***** Records for this exercise *****

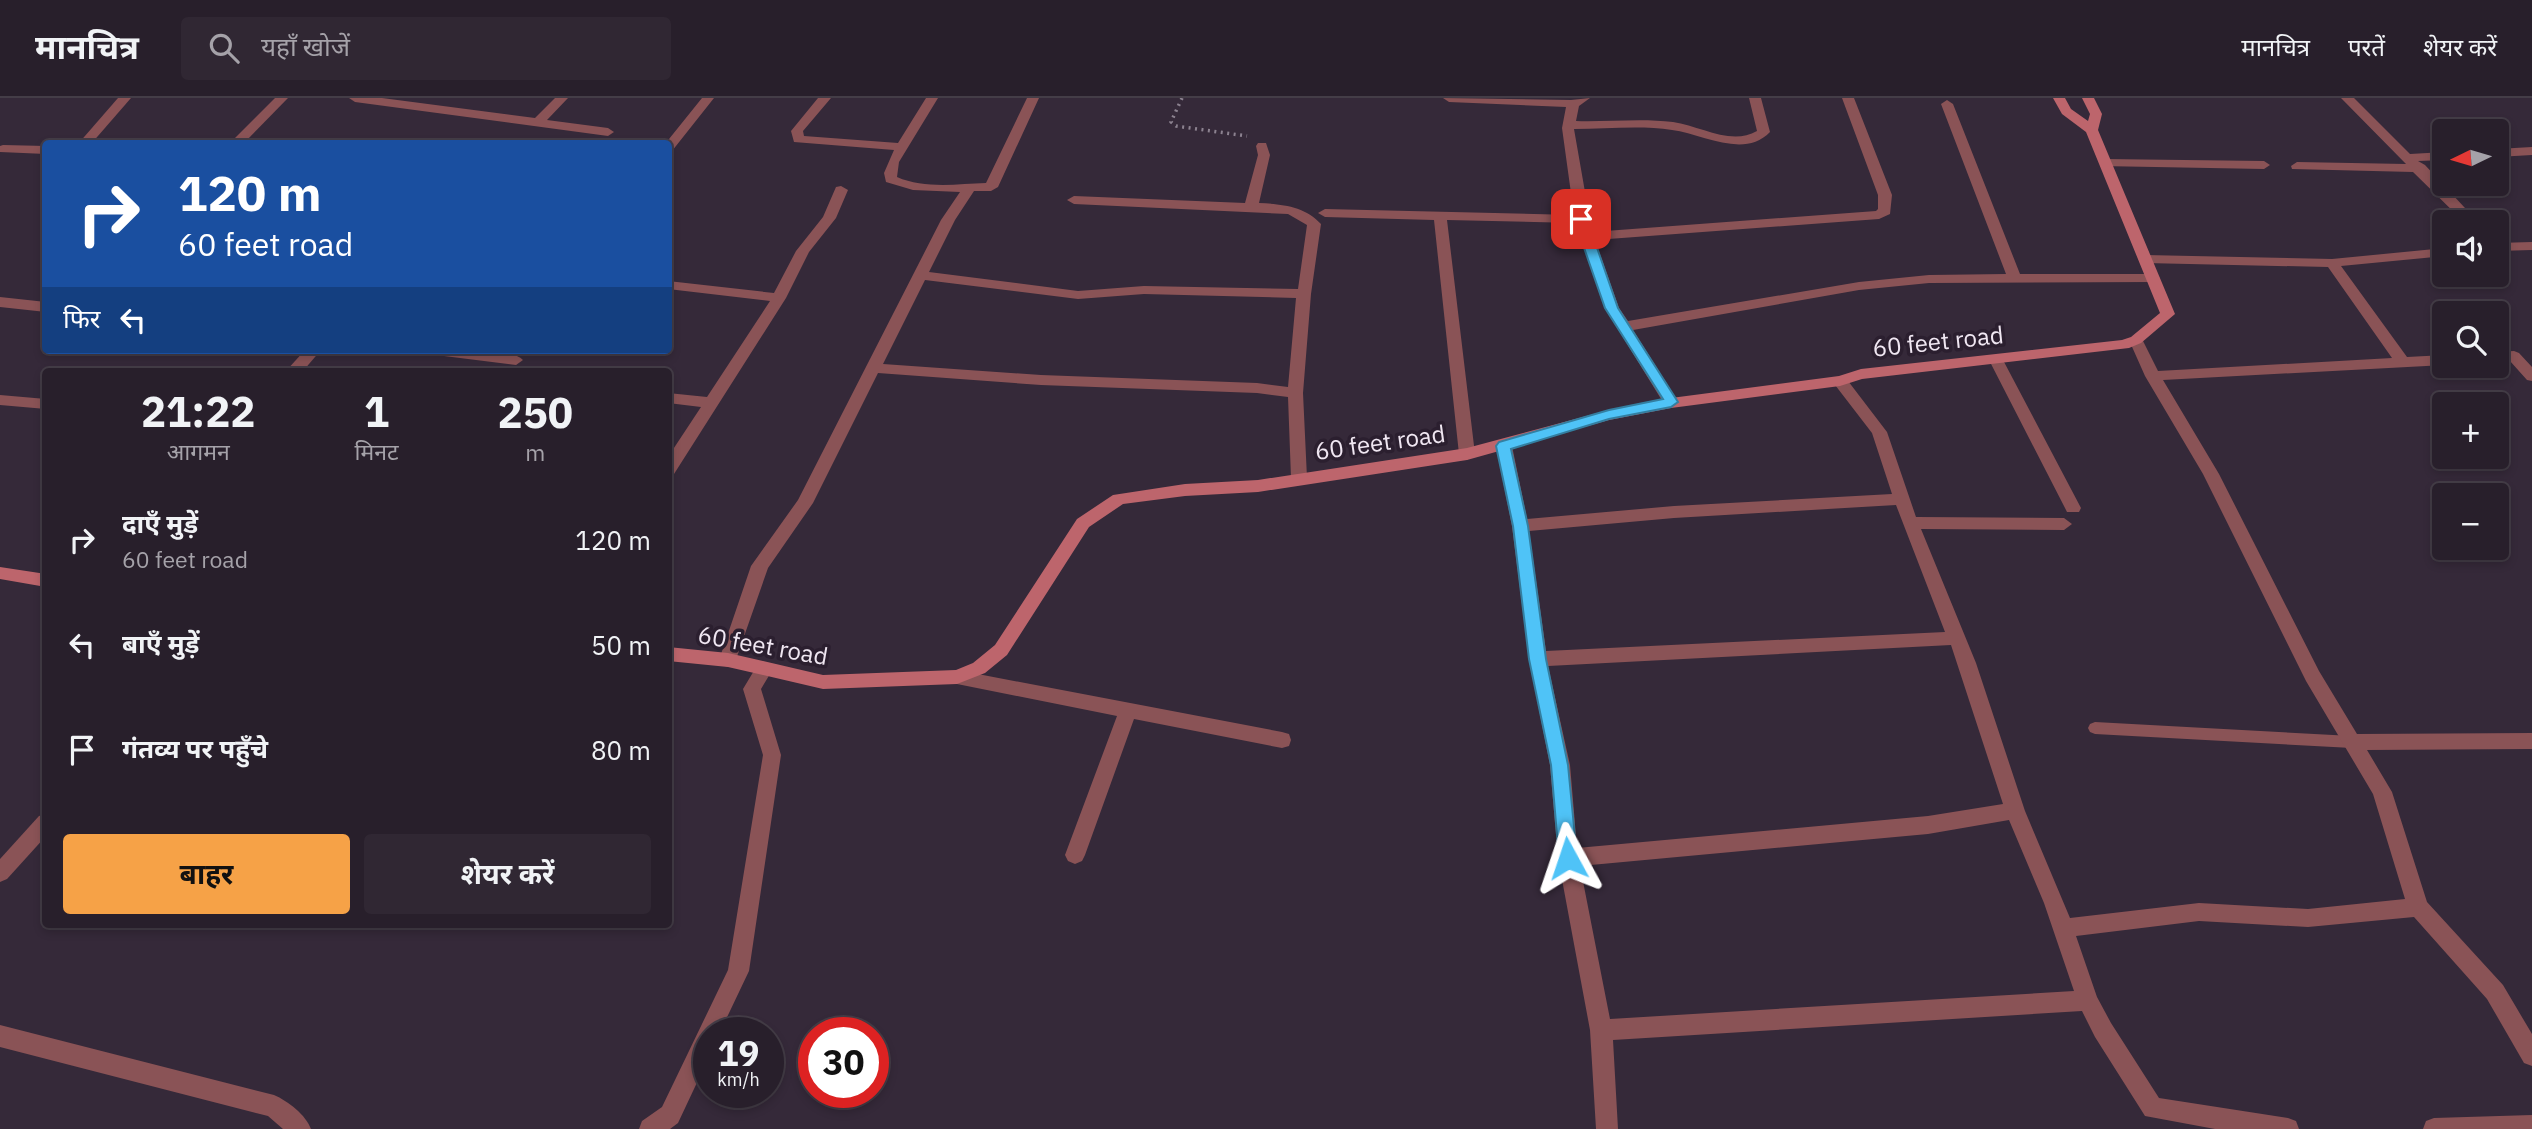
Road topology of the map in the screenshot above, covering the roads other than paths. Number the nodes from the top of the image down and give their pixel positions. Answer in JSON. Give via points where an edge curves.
{"nodes":[{"id":1,"x":125,"y":98,"type":"edge"},
{"id":2,"x":282,"y":98,"type":"edge"},
{"id":3,"x":355,"y":98,"type":"edge"},
{"id":4,"x":447,"y":98,"type":"edge"},
{"id":5,"x":562,"y":98,"type":"edge"},
{"id":6,"x":708,"y":98,"type":"edge"},
{"id":7,"x":825,"y":98,"type":"edge"},
{"id":8,"x":932,"y":98,"type":"edge"},
{"id":9,"x":1033,"y":98,"type":"edge"},
{"id":10,"x":1448,"y":98,"type":"edge"},
{"id":11,"x":1755,"y":98,"type":"edge"},
{"id":12,"x":1848,"y":98,"type":"edge"},
{"id":13,"x":2059,"y":98,"type":"edge"},
{"id":14,"x":2088,"y":98,"type":"edge"},
{"id":15,"x":2347,"y":98,"type":"edge"},
{"id":16,"x":1579,"y":101,"type":"edge"},
{"id":17,"x":1947,"y":104,"type":"dead end"},
{"id":18,"x":435,"y":109,"type":"junction"},
{"id":19,"x":537,"y":123,"type":"junction"},
{"id":20,"x":1569,"y":125,"type":"junction"},
{"id":21,"x":2092,"y":130,"type":"junction"},
{"id":22,"x":608,"y":132,"type":"dead end"},
{"id":23,"x":88,"y":140,"type":"edge"},
{"id":24,"x":239,"y":140,"type":"edge"},
{"id":25,"x":672,"y":143,"type":"edge"},
{"id":26,"x":1262,"y":146,"type":"road end"},
{"id":27,"x":903,"y":147,"type":"junction"},
{"id":28,"x":3,"y":149,"type":"dead end"},
{"id":29,"x":42,"y":150,"type":"edge"},
{"id":30,"x":2532,"y":151,"type":"edge"},
{"id":31,"x":2510,"y":152,"type":"edge"},
{"id":32,"x":2432,"y":157,"type":"edge"},
{"id":33,"x":2407,"y":159,"type":"junction"},
{"id":34,"x":2105,"y":163,"type":"junction"},
{"id":35,"x":2264,"y":165,"type":"dead end"},
{"id":36,"x":2297,"y":166,"type":"dead end"},
{"id":37,"x":2420,"y":168,"type":"junction"},
{"id":38,"x":970,"y":187,"type":"junction"},
{"id":39,"x":841,"y":190,"type":"dead end"},
{"id":40,"x":1074,"y":200,"type":"dead end"},
{"id":41,"x":1251,"y":207,"type":"junction"},
{"id":42,"x":2460,"y":210,"type":"edge"},
{"id":43,"x":1325,"y":213,"type":"dead end"},
{"id":44,"x":1440,"y":215,"type":"junction"},
{"id":45,"x":1581,"y":219,"type":"junction"},
{"id":46,"x":1586,"y":237,"type":"junction"},
{"id":47,"x":2532,"y":246,"type":"edge"},
{"id":48,"x":2509,"y":247,"type":"edge"},
{"id":49,"x":2432,"y":253,"type":"edge"},
{"id":50,"x":2145,"y":259,"type":"junction"},
{"id":51,"x":2332,"y":262,"type":"junction"},
{"id":52,"x":920,"y":275,"type":"junction"},
{"id":53,"x":2014,"y":278,"type":"junction"},
{"id":54,"x":2153,"y":278,"type":"junction"},
{"id":55,"x":672,"y":285,"type":"edge"},
{"id":56,"x":1304,"y":294,"type":"junction"},
{"id":57,"x":779,"y":298,"type":"junction"},
{"id":58,"x":0,"y":302,"type":"edge"},
{"id":59,"x":42,"y":307,"type":"edge"},
{"id":60,"x":1623,"y":327,"type":"junction"},
{"id":61,"x":2136,"y":340,"type":"junction"},
{"id":62,"x":310,"y":354,"type":"edge"},
{"id":63,"x":468,"y":354,"type":"edge"},
{"id":64,"x":2509,"y":356,"type":"edge"},
{"id":65,"x":516,"y":360,"type":"edge"},
{"id":66,"x":1996,"y":360,"type":"junction"},
{"id":67,"x":2432,"y":361,"type":"edge"},
{"id":68,"x":2403,"y":363,"type":"junction"},
{"id":69,"x":297,"y":368,"type":"edge"},
{"id":70,"x":873,"y":368,"type":"junction"},
{"id":71,"x":2152,"y":376,"type":"junction"},
{"id":72,"x":2532,"y":376,"type":"edge"},
{"id":73,"x":1840,"y":381,"type":"junction"},
{"id":74,"x":1295,"y":394,"type":"junction"},
{"id":75,"x":672,"y":398,"type":"edge"},
{"id":76,"x":0,"y":400,"type":"edge"},
{"id":77,"x":1671,"y":402,"type":"junction"},
{"id":78,"x":710,"y":403,"type":"junction"},
{"id":79,"x":42,"y":404,"type":"edge"},
{"id":80,"x":1504,"y":446,"type":"junction"},
{"id":81,"x":1467,"y":454,"type":"junction"},
{"id":82,"x":672,"y":464,"type":"edge"},
{"id":83,"x":1299,"y":478,"type":"junction"},
{"id":84,"x":1902,"y":499,"type":"junction"},
{"id":85,"x":2073,"y":508,"type":"dead end"},
{"id":86,"x":1910,"y":523,"type":"junction"},
{"id":87,"x":2064,"y":524,"type":"dead end"},
{"id":88,"x":1520,"y":526,"type":"junction"},
{"id":89,"x":0,"y":573,"type":"edge"},
{"id":90,"x":42,"y":580,"type":"edge"},
{"id":91,"x":1957,"y":638,"type":"junction"},
{"id":92,"x":672,"y":654,"type":"edge"},
{"id":93,"x":1538,"y":659,"type":"junction"},
{"id":94,"x":728,"y":660,"type":"junction"},
{"id":95,"x":764,"y":669,"type":"junction"},
{"id":96,"x":957,"y":677,"type":"junction"},
{"id":97,"x":1128,"y":711,"type":"junction"},
{"id":98,"x":2095,"y":728,"type":"dead end"},
{"id":99,"x":1282,"y":740,"type":"dead end"},
{"id":100,"x":2352,"y":741,"type":"junction"},
{"id":101,"x":2532,"y":741,"type":"edge"},
{"id":102,"x":2015,"y":811,"type":"junction"},
{"id":103,"x":42,"y":826,"type":"edge"},
{"id":104,"x":1075,"y":855,"type":"dead end"},
{"id":105,"x":1568,"y":858,"type":"junction"},
{"id":106,"x":0,"y":873,"type":"edge"},
{"id":107,"x":2418,"y":907,"type":"junction"},
{"id":108,"x":2064,"y":928,"type":"junction"},
{"id":109,"x":2088,"y":1000,"type":"junction"},
{"id":110,"x":716,"y":1017,"type":"edge"},
{"id":111,"x":1601,"y":1030,"type":"junction"},
{"id":112,"x":0,"y":1036,"type":"edge"},
{"id":113,"x":2532,"y":1055,"type":"edge"},
{"id":114,"x":693,"y":1067,"type":"edge"},
{"id":115,"x":2532,"y":1126,"type":"edge"},
{"id":116,"x":300,"y":1129,"type":"edge"},
{"id":117,"x":650,"y":1129,"type":"edge"},
{"id":118,"x":1607,"y":1129,"type":"edge"},
{"id":119,"x":2288,"y":1129,"type":"edge"},
{"id":120,"x":2434,"y":1129,"type":"edge"}],
"edges":[{"from":1,"to":23,"type":"street"},
{"from":2,"to":24,"type":"street"},
{"from":3,"to":18,"type":"street"},
{"from":4,"to":18,"type":"street"},
{"from":5,"to":19,"type":"street"},
{"from":6,"to":25,"type":"street"},
{"from":7,"to":27,"type":"street","via":[[797,131],[798,139]]},
{"from":8,"to":27,"type":"street"},
{"from":9,"to":38,"type":"street","via":[[991,187]]},
{"from":10,"to":16,"type":"street"},
{"from":11,"to":20,"type":"street","via":[[1764,132],[1752,139],[1725,140],[1673,126]]},
{"from":12,"to":46,"type":"street","via":[[1885,195],[1885,211],[1879,215]]},
{"from":13,"to":21,"type":"street","via":[[2066,111]]},
{"from":14,"to":21,"type":"street","via":[[2096,114]]},
{"from":15,"to":33,"type":"street"},
{"from":16,"to":20,"type":"street"},
{"from":17,"to":53,"type":"street"},
{"from":18,"to":19,"type":"street"},
{"from":19,"to":22,"type":"street"},
{"from":20,"to":45,"type":"street"},
{"from":21,"to":34,"type":"street"},
{"from":26,"to":41,"type":"street","via":[[1264,155]]},
{"from":27,"to":38,"type":"street","via":[[890,173],[899,184]]},
{"from":28,"to":29,"type":"street"},
{"from":30,"to":31,"type":"street"},
{"from":32,"to":33,"type":"street"},
{"from":33,"to":37,"type":"street"},
{"from":34,"to":35,"type":"street"},
{"from":34,"to":50,"type":"street"},
{"from":36,"to":37,"type":"street"},
{"from":37,"to":42,"type":"street"},
{"from":38,"to":52,"type":"street"},
{"from":39,"to":57,"type":"street","via":[[830,218],[803,251]]},
{"from":40,"to":41,"type":"street"},
{"from":41,"to":56,"type":"street","via":[[1292,209],[1314,223]]},
{"from":43,"to":44,"type":"street"},
{"from":44,"to":45,"type":"street"},
{"from":44,"to":81,"type":"street"},
{"from":45,"to":46,"type":"street"},
{"from":46,"to":60,"type":"street"},
{"from":47,"to":48,"type":"street"},
{"from":49,"to":51,"type":"street"},
{"from":50,"to":51,"type":"street"},
{"from":50,"to":54,"type":"street"},
{"from":51,"to":68,"type":"street"},
{"from":52,"to":56,"type":"street","via":[[1078,295],[1144,290]]},
{"from":52,"to":70,"type":"street"},
{"from":53,"to":54,"type":"street"},
{"from":53,"to":60,"type":"street","via":[[1859,286]]},
{"from":54,"to":61,"type":"street","name":"60 feet road","via":[[2168,314]]},
{"from":55,"to":57,"type":"street"},
{"from":56,"to":74,"type":"street"},
{"from":57,"to":78,"type":"street"},
{"from":58,"to":59,"type":"street"},
{"from":60,"to":77,"type":"street"},
{"from":61,"to":66,"type":"street","name":"60 feet road"},
{"from":61,"to":71,"type":"street"},
{"from":62,"to":69,"type":"street"},
{"from":63,"to":65,"type":"street"},
{"from":64,"to":72,"type":"street"},
{"from":66,"to":73,"type":"street","name":"60 feet road","via":[[1861,374]]},
{"from":66,"to":85,"type":"street"},
{"from":67,"to":68,"type":"street"},
{"from":68,"to":71,"type":"street"},
{"from":70,"to":74,"type":"street","via":[[1256,388]]},
{"from":70,"to":94,"type":"street","via":[[805,503],[760,566]]},
{"from":71,"to":100,"type":"street","via":[[2211,474],[2312,676]]},
{"from":73,"to":77,"type":"street","name":"60 feet road"},
{"from":73,"to":84,"type":"street","via":[[1879,432]]},
{"from":74,"to":83,"type":"street"},
{"from":75,"to":78,"type":"street"},
{"from":76,"to":79,"type":"street"},
{"from":77,"to":80,"type":"street","name":"60 feet road"},
{"from":78,"to":82,"type":"street"},
{"from":80,"to":81,"type":"street","name":"60 feet road"},
{"from":80,"to":88,"type":"street"},
{"from":81,"to":83,"type":"street","name":"60 feet road"},
{"from":83,"to":96,"type":"street","name":"60 feet road","via":[[1258,486],[1141,495],[1098,510],[1064,548],[1001,650],[979,668]]},
{"from":84,"to":86,"type":"street"},
{"from":84,"to":88,"type":"street"},
{"from":86,"to":87,"type":"street"},
{"from":86,"to":91,"type":"street"},
{"from":88,"to":93,"type":"street"},
{"from":89,"to":90,"type":"street"},
{"from":91,"to":93,"type":"street"},
{"from":91,"to":102,"type":"street"},
{"from":92,"to":94,"type":"street","name":"60 feet road"},
{"from":93,"to":105,"type":"street","via":[[1560,765]]},
{"from":94,"to":95,"type":"street","name":"60 feet road"},
{"from":95,"to":96,"type":"street","name":"60 feet road","via":[[823,682]]},
{"from":95,"to":110,"type":"street","via":[[752,690],[772,755],[738,971]]},
{"from":96,"to":97,"type":"street"},
{"from":97,"to":99,"type":"street"},
{"from":97,"to":104,"type":"street"},
{"from":98,"to":100,"type":"lane"},
{"from":100,"to":101,"type":"street"},
{"from":100,"to":107,"type":"street","via":[[2382,792]]},
{"from":102,"to":105,"type":"street","via":[[1928,825]]},
{"from":102,"to":108,"type":"street"},
{"from":103,"to":106,"type":"street"},
{"from":105,"to":111,"type":"street"},
{"from":107,"to":108,"type":"street","via":[[2308,918],[2199,912]]},
{"from":107,"to":113,"type":"street","via":[[2495,992]]},
{"from":108,"to":109,"type":"street"},
{"from":109,"to":111,"type":"street"},
{"from":109,"to":119,"type":"street","via":[[2153,1108]]},
{"from":111,"to":118,"type":"street"},
{"from":112,"to":116,"type":"street","via":[[274,1106]]},
{"from":114,"to":117,"type":"street","via":[[670,1115]]},
{"from":115,"to":120,"type":"street"}]}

*****

Work request
The reply must be a number and nothing more: the count of lines above that contain the word "nodes".

Answer space
2